Using Figma designs to build the Octicons icon library



  • Recently our friends at Figma announced their new Figma platform, and we’ve been really excited about its potential. We’ve immediately put the platform to use with Octicons, our SVG icon library.

    Distributing design assets effectively

    Previously, we checked our asset files into the GitHub repository. This workflow was restrictive and confusing for contributors who might want to iterate on or update an Octicon. We wanted anyone to be able to make contributions, but they needed all of these things to work in order to contribute.
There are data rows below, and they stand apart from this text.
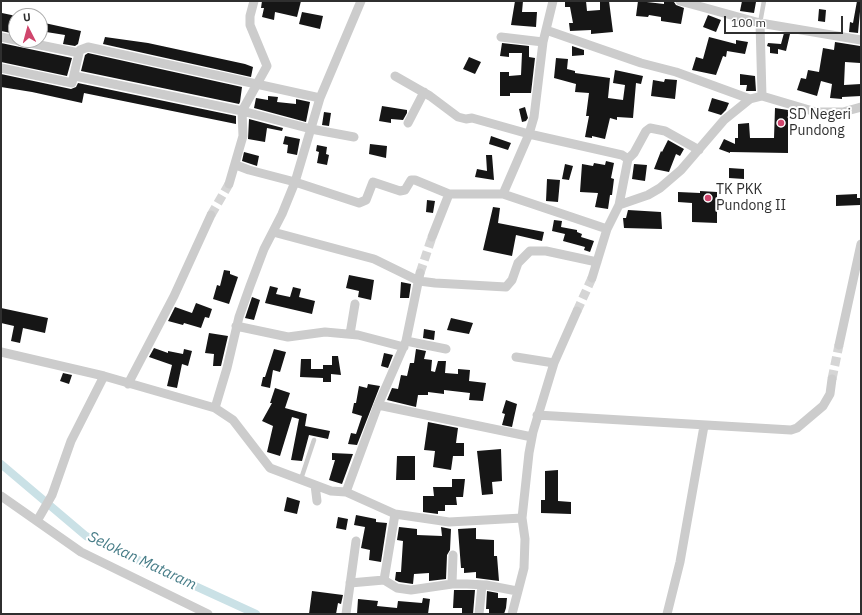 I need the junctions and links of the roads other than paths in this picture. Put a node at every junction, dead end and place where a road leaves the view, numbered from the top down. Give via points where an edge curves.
1 (254, 1) edge
2 (361, 1) edge
3 (553, 1) edge
4 (680, 1) edge
5 (764, 1) edge
6 (760, 23) junction
7 (546, 30) junction
8 (1, 37) edge
9 (501, 37) dead end
10 (861, 40) edge
11 (543, 42) junction
12 (79, 53) junction
13 (1, 68) edge
14 (75, 76) junction
15 (395, 76) dead end
16 (258, 83) junction
17 (424, 92) junction
18 (762, 96) junction
19 (320, 98) junction
20 (750, 99) junction
21 (861, 107) edge
22 (242, 111) junction
23 (408, 123) dead end
24 (311, 129) junction
25 (530, 134) junction
26 (354, 137) dead end
27 (699, 150) junction
28 (628, 159) junction
29 (236, 165) junction
30 (295, 182) junction
31 (229, 184) tunnel mouth
32 (449, 194) junction
33 (503, 194) junction
34 (619, 205) junction
35 (212, 215) tunnel mouth
36 (607, 229) junction
37 (273, 232) junction
38 (432, 237) tunnel mouth
39 (861, 244) edge
40 (597, 262) junction
41 (420, 277) junction
42 (592, 278) tunnel mouth
43 (355, 304) dead end
44 (577, 311) tunnel mouth
45 (236, 326) junction
46 (350, 334) junction
47 (405, 344) junction
48 (839, 345) tunnel mouth
49 (446, 349) dead end
50 (1, 352) edge
51 (516, 357) dead end
52 (554, 363) junction
53 (104, 376) junction
54 (832, 379) tunnel mouth
55 (128, 384) junction
56 (378, 405) junction
57 (215, 408) junction
58 (537, 415) junction
59 (704, 426) junction
60 (532, 437) junction
61 (314, 440) dead end
62 (301, 479) junction
63 (315, 485) junction
64 (346, 492) junction
65 (1, 496) edge
66 (317, 501) dead end
67 (395, 514) junction
68 (522, 518) junction
69 (37, 521) junction
70 (356, 541) dead end
71 (453, 555) dead end
72 (384, 580) junction
73 (350, 583) junction
74 (452, 584) junction
75 (482, 585) junction
76 (517, 591) junction
77 (208, 614) edge
78 (346, 614) edge
79 (479, 614) edge
80 (512, 614) edge
81 (667, 614) edge

1 - 16 street via 250,24 267,66
2 - 19 street
3 - 7 street
4 - 6 street
5 - 6 lane
6 - 10 street
6 - 18 street
7 - 11 street
7 - 20 street
8 - 12 street
9 - 11 street
11 - 25 street via 538,95
12 - 14 street
12 - 16 street via 88,47
13 - 14 street via 69,83
14 - 22 street
15 - 17 street
16 - 19 street
16 - 22 street
17 - 23 street
17 - 25 street via 458,117 472,118
18 - 20 street
18 - 21 street via 816,112 843,112
19 - 24 street
20 - 27 street via 724,120
22 - 24 street
22 - 29 street via 244,136
24 - 26 street
24 - 30 street
25 - 28 street
25 - 33 street
27 - 28 street via 665,131 650,128
27 - 34 street via 660,188
28 - 34 street
29 - 30 street
29 - 31 street
30 - 32 street via 359,203 366,200 373,182 405,190 411,180 415,180
30 - 37 street
32 - 33 street
32 - 38 street
33 - 36 street
34 - 36 street
35 - 55 street via 174,296
36 - 40 street
37 - 41 street via 374,259
37 - 45 street
39 - 48 street
40 - 41 street via 546,251 530,251 518,263 512,280 506,287
40 - 42 street
41 - 47 street
43 - 46 street
44 - 52 street
45 - 46 street via 288,337 315,333
45 - 57 street
46 - 47 street
47 - 49 street
47 - 56 street
50 - 53 street
51 - 52 street
52 - 58 street
53 - 55 street
53 - 69 street via 71,441 52,496
54 - 59 street via 830,394 823,406 797,428 791,430
55 - 57 street
56 - 60 street
56 - 64 street
57 - 62 street via 233,420 270,468
58 - 59 street via 695,423
58 - 60 street
59 - 81 street via 680,562
60 - 68 street
61 - 62 lane
62 - 63 street
63 - 64 street via 331,491
63 - 66 street
64 - 67 street
65 - 69 street
67 - 68 street via 449,522
67 - 72 street
68 - 76 street via 525,539 524,568
69 - 77 street via 81,552
70 - 73 street
71 - 74 street
72 - 73 street
72 - 74 street via 397,588 411,590
73 - 78 street
74 - 75 street
75 - 76 street
75 - 79 street
76 - 80 street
    • Specific software: We were keeping icons in software specific to macOS. The contributor needed to have this software installed on the same version pinned in the Octicons repository.
    • Experience with Git: Contributors needed to clone the repository, edit the design asset, and check it back in. This requires knowledge of Git and how to get out of trouble when the binary file won’t merge properly.
    • Prior repository setup: After a contributor made changes they needed to run specialized scripts on their computer to output assets. This required all compatible versions of software installed properly on their laptop.

    Figma to the rescue

    To support your project’s contributors it’s important to make the contributing experience as frictionless as possible. Migrating our Octicons to Figma let us cut out painful steps in our previous workflow. Having their API available for automating the work has allowed contributors to contribute using powerful platform-agnostic design tools without any overly complex setup.

    Getting robots to do the work

    Robots are great for doing repeatable tasks, and handing that work off to automated systems frees us up to think about the big picture. We lean on continuous integration to build, export, and distribute the icons.

    Continuous integration (CI)

    On every pull request we use CI to export our icons from the file and distribute alpha versions of the libraries.

    CI on pull requests

    Before and after images

    We also take advantage of Probot, an out-of-the-box robot that makes automating GitHub tasks easy.

    Probot has the ability to check our pull requests on Octicons and look for changes in the Figma source URL. When this occurs, our Probot app will query Figma’s platform and look for changes to any of the icons. When it finds those changes, it will comment on the pull request with before and after images. This makes the process easier for both contributors and maintainers.

    Before and after images

    Excited about the future

    The API’s potential is the most exciting part, and we can’t wait to see how it improves our workflow. The Design Systems Team at GitHub are designers with an engineering focus. We want to keep our components in code, then make them available for our designers to prototype.

    The upcoming Figma write API will allow us to maintain our component library in code and export those as Figma components. Using a team library we can publish updates and make them available to the GitHub Product Design Team to use in their design mockups and prototypes.